Üzerimde evdeki sinir devam ederken gelen ihbarla aşağıya inmiştim, ne kadar şanssız olduğumu hatırlatan evren yine çok beklememişti. Önce arabama binince başlayan abi sorgusu, hemen sonrasında benim sinirimi bozmak için yaratıldığını düşündüğüm o adamın beni izlemesi.

Yaptığı şeyden, ettiği her sözden benim sinir oluşum ona büyük bir zevk veriyordu, her halinden belli oluyordu. Uzunları açtım, ben de onunla inatlaştım. Yine bir ton laftan sonra evden çıkmama sebep olan ihbara ilerledim. Takip eder mi etmez mi bilememiştim, henüz o kadar çözememiştim o yüzden takip edemeyeceği kadar hızlı sürüp yolda toz oldum.

Normalde emniyete gitmesi gereken adamın ayağına gidiyordum, günün hangi saati olursa olsun. Bu kadar işlere dahil olmam gerekmiyordu aslında ama kafamı verip tek bir yere odaklandığım tek an işimi yaptığım andı. İşim dışında ne zaman boş olsam kafamda bir ton şey birbirine karışıp tüm zamanımı hiç ediyordu.

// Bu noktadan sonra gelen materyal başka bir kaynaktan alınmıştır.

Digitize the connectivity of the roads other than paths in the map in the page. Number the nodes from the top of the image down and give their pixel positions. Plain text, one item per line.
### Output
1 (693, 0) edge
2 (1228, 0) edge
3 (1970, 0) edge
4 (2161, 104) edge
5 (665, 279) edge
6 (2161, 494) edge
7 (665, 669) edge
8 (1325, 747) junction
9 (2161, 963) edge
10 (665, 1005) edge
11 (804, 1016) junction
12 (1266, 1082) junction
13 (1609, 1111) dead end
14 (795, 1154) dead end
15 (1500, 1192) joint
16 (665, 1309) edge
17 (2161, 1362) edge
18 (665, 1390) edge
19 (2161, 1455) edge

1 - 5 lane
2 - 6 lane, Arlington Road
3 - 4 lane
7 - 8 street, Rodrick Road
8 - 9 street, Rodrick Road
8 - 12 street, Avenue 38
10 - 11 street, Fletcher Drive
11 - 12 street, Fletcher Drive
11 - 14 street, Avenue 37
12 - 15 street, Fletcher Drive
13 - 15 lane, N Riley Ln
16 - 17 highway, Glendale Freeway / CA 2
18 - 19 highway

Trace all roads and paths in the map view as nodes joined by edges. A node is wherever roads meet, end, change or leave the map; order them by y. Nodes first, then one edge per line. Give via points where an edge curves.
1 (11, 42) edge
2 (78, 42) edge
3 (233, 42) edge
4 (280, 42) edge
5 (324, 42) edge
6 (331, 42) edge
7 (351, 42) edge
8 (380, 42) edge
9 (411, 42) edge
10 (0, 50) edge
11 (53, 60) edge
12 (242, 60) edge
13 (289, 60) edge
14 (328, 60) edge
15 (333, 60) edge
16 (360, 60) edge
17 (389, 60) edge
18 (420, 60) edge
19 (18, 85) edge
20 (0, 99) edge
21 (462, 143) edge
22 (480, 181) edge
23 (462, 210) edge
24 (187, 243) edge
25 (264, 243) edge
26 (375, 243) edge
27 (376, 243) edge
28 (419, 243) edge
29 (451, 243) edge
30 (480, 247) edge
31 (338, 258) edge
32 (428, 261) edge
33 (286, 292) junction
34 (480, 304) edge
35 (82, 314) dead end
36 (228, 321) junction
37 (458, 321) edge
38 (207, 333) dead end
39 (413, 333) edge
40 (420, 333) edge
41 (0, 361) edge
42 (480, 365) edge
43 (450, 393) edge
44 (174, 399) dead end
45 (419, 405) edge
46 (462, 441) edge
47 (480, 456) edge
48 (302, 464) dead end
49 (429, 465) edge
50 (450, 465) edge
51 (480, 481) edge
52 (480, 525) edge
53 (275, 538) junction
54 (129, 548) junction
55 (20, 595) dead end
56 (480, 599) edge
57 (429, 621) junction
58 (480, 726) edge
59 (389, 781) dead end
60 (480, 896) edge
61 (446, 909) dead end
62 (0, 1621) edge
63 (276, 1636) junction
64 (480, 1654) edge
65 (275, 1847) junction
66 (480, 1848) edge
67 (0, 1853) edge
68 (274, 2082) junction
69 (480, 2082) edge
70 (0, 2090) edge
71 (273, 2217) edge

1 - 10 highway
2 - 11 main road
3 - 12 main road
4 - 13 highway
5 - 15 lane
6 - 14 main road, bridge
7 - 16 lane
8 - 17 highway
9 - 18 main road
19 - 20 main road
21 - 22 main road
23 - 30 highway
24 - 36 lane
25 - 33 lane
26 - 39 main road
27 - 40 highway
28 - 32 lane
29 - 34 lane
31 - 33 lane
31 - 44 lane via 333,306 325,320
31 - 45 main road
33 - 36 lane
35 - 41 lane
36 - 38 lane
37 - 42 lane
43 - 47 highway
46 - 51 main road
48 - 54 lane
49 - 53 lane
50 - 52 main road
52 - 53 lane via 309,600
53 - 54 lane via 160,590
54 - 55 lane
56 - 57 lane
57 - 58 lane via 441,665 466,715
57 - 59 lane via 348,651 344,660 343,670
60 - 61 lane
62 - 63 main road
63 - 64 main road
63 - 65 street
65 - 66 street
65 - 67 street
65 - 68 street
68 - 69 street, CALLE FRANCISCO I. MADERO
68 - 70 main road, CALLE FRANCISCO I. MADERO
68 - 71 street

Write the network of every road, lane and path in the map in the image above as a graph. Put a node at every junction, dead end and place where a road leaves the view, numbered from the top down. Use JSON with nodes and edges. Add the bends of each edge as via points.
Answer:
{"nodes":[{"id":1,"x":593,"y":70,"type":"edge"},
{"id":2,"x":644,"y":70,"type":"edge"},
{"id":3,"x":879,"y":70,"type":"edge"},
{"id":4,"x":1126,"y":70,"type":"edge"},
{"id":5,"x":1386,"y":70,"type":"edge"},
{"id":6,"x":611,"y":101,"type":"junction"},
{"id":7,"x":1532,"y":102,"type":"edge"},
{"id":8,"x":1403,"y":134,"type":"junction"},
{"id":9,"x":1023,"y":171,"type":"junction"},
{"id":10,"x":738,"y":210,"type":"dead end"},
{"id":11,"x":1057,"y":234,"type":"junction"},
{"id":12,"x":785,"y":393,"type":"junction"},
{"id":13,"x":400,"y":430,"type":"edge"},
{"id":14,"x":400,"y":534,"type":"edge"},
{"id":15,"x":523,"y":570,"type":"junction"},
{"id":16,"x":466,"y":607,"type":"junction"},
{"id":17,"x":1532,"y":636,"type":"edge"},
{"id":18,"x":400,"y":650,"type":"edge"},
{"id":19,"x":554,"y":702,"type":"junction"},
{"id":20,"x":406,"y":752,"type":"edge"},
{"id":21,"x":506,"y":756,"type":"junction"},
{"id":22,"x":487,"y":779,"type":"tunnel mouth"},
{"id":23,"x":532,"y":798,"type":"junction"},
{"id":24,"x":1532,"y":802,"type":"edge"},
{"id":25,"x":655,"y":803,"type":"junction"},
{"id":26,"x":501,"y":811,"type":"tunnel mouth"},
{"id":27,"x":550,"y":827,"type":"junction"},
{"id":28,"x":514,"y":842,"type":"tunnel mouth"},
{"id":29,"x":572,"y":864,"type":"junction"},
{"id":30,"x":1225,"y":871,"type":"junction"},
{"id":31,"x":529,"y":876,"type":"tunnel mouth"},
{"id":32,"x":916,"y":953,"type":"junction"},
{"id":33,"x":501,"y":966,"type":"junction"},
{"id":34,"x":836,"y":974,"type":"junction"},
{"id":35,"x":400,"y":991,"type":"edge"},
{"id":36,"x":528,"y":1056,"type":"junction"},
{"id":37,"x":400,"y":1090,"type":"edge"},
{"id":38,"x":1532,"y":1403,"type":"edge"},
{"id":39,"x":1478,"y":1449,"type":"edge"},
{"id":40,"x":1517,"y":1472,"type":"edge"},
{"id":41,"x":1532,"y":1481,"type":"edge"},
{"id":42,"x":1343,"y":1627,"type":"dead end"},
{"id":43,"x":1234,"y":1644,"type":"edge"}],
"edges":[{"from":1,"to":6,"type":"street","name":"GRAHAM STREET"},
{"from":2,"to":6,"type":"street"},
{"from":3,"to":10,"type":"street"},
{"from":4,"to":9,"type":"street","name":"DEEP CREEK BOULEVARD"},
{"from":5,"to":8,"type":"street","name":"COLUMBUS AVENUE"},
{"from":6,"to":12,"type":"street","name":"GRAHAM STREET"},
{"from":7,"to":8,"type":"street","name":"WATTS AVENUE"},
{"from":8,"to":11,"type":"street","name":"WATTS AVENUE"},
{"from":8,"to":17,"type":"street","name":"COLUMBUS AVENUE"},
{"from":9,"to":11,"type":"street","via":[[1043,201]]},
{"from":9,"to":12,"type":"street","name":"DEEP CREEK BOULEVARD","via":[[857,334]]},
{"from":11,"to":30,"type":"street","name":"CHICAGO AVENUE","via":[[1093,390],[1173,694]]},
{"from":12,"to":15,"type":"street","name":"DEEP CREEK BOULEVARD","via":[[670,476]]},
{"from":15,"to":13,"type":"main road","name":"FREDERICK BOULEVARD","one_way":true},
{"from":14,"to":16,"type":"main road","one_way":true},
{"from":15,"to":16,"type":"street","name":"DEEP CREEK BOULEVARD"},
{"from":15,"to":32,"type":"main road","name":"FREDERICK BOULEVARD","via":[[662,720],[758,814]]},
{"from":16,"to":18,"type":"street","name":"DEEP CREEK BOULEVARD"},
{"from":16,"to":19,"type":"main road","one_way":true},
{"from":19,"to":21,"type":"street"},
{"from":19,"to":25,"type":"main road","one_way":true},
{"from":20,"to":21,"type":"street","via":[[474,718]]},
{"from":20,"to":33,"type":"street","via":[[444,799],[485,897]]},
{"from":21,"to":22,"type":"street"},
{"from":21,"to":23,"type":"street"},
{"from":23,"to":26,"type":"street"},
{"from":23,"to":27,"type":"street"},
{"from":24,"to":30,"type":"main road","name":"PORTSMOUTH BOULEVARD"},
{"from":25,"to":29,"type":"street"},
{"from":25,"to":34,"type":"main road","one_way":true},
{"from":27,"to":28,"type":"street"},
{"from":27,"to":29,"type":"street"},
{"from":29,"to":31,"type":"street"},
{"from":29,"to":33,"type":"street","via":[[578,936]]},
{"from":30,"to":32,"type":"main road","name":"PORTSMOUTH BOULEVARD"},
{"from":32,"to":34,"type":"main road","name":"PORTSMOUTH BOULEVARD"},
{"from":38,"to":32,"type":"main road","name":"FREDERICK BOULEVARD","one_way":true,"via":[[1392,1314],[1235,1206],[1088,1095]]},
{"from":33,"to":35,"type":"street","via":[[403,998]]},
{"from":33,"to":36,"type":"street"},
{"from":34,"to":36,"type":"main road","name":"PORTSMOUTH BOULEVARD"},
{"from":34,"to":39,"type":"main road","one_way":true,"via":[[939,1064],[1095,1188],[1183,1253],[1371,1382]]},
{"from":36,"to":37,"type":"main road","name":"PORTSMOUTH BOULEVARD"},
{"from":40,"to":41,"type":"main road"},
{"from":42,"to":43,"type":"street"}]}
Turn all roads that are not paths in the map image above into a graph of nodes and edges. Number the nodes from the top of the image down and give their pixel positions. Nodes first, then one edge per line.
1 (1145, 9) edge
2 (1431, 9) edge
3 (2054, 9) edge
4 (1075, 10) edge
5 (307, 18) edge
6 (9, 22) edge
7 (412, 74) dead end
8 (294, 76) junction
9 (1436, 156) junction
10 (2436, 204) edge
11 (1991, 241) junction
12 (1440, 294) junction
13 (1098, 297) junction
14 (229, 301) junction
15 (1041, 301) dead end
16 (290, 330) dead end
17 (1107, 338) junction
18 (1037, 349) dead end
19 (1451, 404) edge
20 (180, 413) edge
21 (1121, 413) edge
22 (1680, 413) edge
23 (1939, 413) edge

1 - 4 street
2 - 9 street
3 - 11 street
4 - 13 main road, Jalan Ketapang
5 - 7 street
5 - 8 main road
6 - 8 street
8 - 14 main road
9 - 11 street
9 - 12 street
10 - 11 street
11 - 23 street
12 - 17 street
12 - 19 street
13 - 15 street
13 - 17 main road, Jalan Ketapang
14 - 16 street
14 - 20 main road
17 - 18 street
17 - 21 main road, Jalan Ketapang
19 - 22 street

Bana atılan konum bir lokantayı gösteriyordu. Polislerin bana kısacık bir özetine göre adam Haluk'un bize verdiği isimlerden biri olan Barjo lakaplı herifti, lokantayı içinde tanımadığı masum insanlarla beraber benzine bulamış yakmayı bekliyordu. Lokantanın tam önüne yaklaşamadım, polisler çoktan önünü kapatmış insandan duvar örmüşlerdi. Etrafına toplaşan insan topluluğu da cabasıydı. Arabayı uygun gördüğüm en yakın yere bırakıp indim. Önce insanları geçmem gerekiyordu, elinde telefonuyla olayı çeken insanlar habercileri gölgede bırakmıştı. Artık haberler bile onlar kadar detaylı ve her ana ulaşamıyordu.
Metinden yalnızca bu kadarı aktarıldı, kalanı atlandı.